Inhaltsverzeichnis |
[Bearbeiten] Mandat
Die Zuständigkeit des Strafgerichtshofs erstreckt sich auf die strafrechtliche Verfolgung von:
- Schweren Verletzungen der Genfer Konventionen
- Verstößen gegen die Gesetze oder Gebräuche des Krieges
- Völkermord
- Verbrechen gegen die Menschlichkeit.
Er kann lediglich Einzelpersonen, nicht aber Organisationen oder Regierungen anklagen und aburteilen. Prozesse können nur gegen persönlich Anwesende geführt werden, Angeklagte haben als Höchststrafe lebenslange Freiheitsstrafe zu erwarten. Der Strafvollzug erfolgt in einem der Staaten, die sich in Verträgen mit den Vereinten Nationen bereit erklärt haben, Verurteilte entgegenzunehmen.
[Bearbeiten] Organisationsaufbau
Der Strafgerichtshof besteht aus der Gerichtsverwaltung, zuständig auch für den Scheveninger Gefängnistrakt, in dem die Verdächtigten in Untersuchungshaft sitzen, einer Anklagebehörde sowie den Spruchkammern.

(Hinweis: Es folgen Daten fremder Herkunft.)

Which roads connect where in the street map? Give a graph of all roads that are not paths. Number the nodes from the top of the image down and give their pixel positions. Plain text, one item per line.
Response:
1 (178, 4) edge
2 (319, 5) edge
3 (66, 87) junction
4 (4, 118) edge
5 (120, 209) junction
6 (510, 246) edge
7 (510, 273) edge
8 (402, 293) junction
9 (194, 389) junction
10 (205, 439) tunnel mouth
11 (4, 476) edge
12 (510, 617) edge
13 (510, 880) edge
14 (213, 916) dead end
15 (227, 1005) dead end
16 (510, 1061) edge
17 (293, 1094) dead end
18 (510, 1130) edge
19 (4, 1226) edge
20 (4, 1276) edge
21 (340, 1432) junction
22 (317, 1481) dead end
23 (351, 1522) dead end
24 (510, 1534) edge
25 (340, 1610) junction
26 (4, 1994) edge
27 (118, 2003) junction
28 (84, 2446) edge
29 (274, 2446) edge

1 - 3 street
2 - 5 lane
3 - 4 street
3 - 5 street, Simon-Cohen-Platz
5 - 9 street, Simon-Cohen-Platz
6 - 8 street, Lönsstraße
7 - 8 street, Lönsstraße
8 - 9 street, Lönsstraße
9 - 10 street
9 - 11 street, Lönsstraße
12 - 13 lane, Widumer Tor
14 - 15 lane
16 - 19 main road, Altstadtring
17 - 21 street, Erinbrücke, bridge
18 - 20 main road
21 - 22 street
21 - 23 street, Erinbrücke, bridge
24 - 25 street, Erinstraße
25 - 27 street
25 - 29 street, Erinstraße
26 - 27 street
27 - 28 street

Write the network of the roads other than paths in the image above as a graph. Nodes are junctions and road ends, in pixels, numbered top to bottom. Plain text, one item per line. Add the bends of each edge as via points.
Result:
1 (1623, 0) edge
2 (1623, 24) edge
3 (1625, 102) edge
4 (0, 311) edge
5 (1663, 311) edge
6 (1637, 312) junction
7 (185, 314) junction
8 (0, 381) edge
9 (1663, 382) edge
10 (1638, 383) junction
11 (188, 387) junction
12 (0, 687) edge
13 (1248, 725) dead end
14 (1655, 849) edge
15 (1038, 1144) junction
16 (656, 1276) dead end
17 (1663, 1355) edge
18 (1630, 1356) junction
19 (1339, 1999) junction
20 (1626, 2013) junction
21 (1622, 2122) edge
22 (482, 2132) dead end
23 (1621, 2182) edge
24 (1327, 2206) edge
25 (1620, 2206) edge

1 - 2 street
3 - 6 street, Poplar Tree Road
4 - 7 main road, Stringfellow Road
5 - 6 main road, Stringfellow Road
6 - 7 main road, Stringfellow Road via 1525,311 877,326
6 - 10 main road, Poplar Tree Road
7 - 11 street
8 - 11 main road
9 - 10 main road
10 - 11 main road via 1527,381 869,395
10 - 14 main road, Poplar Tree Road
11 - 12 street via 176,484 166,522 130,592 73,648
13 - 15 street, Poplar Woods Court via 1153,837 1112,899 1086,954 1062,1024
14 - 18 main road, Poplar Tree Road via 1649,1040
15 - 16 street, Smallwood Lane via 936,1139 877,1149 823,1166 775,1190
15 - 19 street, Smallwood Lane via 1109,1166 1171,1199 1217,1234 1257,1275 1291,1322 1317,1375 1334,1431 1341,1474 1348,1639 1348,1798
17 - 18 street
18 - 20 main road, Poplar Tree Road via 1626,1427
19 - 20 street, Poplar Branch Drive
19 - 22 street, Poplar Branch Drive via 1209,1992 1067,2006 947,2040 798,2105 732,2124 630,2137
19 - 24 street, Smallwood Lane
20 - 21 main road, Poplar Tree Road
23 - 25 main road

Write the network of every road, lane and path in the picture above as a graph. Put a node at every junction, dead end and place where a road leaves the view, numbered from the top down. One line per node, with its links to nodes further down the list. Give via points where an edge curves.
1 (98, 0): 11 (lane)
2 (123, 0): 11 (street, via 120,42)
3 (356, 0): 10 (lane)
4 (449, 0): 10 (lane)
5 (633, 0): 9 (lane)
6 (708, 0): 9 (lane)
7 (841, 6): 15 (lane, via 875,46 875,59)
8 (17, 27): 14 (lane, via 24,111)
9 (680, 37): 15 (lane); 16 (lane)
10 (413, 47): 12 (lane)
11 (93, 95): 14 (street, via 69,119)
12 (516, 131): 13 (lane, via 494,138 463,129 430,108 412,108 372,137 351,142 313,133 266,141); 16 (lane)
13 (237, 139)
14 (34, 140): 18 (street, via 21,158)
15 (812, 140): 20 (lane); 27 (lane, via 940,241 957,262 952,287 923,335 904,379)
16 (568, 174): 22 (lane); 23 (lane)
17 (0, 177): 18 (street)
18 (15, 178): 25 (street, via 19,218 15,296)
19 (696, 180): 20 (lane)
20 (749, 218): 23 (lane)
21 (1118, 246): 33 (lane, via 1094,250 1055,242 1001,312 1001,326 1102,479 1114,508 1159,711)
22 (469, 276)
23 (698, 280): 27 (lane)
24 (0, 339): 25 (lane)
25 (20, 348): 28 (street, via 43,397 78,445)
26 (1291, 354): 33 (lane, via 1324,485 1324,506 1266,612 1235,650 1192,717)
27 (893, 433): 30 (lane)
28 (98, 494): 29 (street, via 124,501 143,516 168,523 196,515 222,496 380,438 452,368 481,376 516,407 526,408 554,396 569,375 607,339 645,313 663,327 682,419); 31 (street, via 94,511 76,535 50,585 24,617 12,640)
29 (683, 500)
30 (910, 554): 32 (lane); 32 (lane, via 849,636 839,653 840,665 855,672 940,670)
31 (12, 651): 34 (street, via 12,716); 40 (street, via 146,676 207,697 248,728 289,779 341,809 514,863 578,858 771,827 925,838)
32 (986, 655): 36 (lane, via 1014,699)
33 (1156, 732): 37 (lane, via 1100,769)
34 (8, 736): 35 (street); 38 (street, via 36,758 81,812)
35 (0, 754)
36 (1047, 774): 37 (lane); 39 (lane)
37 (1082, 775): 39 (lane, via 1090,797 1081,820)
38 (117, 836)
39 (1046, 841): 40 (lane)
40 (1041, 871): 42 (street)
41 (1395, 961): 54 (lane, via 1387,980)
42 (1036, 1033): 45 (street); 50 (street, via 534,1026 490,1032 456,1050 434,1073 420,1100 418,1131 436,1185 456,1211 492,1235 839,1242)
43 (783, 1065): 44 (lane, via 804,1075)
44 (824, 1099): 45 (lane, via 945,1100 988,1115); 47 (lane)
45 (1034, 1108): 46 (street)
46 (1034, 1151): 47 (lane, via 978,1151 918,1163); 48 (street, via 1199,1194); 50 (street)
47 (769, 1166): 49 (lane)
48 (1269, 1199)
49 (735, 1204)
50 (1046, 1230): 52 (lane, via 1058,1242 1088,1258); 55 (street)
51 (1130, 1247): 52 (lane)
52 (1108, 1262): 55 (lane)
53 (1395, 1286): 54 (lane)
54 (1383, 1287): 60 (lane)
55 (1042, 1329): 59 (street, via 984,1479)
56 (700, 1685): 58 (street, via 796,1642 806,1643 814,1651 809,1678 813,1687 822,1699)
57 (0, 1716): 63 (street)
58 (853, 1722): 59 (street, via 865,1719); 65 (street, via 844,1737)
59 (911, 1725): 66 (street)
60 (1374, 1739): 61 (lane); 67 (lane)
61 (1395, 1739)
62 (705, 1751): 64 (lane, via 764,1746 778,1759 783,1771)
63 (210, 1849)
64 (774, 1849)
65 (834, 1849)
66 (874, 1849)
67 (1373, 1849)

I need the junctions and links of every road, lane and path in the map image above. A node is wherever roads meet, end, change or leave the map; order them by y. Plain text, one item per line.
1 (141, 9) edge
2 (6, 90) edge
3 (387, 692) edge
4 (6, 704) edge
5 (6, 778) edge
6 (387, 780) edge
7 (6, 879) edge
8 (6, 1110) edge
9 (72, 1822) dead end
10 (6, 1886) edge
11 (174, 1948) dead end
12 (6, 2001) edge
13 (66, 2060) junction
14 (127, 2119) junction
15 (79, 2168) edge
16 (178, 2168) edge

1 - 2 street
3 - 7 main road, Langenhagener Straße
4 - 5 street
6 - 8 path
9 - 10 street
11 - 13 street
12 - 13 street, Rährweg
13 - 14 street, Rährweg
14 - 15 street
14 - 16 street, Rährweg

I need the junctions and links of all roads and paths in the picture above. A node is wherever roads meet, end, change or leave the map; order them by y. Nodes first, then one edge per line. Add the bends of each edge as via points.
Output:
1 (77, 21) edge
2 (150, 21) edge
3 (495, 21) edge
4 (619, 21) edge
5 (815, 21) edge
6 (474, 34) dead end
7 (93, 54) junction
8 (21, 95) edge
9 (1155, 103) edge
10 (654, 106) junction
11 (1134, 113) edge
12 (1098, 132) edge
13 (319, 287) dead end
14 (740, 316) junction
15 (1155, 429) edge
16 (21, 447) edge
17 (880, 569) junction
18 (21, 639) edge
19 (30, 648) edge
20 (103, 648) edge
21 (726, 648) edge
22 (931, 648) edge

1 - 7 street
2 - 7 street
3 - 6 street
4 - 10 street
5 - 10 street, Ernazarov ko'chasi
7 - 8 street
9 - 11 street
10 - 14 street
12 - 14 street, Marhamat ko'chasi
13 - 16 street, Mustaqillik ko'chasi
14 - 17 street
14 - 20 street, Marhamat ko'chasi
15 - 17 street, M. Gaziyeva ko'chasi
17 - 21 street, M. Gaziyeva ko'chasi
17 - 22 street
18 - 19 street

Der Anklagebehörde steht ein unabhängig arbeitender Chefankläger vor. Ernannt wird dieser – auf Vorschlag des UNO-Generalsekretärs – vom UNO-Sicherheitsrat. Derzeitige Chefanklägerin ist die Schweizerin Carla del Ponte, die 1999 der Kanadierin Louise Arbour gefolgt war. Davor hatte der Südafrikaner Richard Goldstone (1994-1996) diesen Posten inne – der ursprünglich als erster Chefankläger ausersehene Venezolaner Escovar-Salom hatte letztlich abgesagt.
Bis zur Umstrukturierung im September 2003 waren sie gleichzeitig auch Chefankläger des zweiten UN-Tribunals, des für die Verfolgung des Völkermords in Ruanda zuständigen ICTR.
Anklageschriften müssen von einem der Richter geprüft und bestätigt sein bevor sie wirksam werden.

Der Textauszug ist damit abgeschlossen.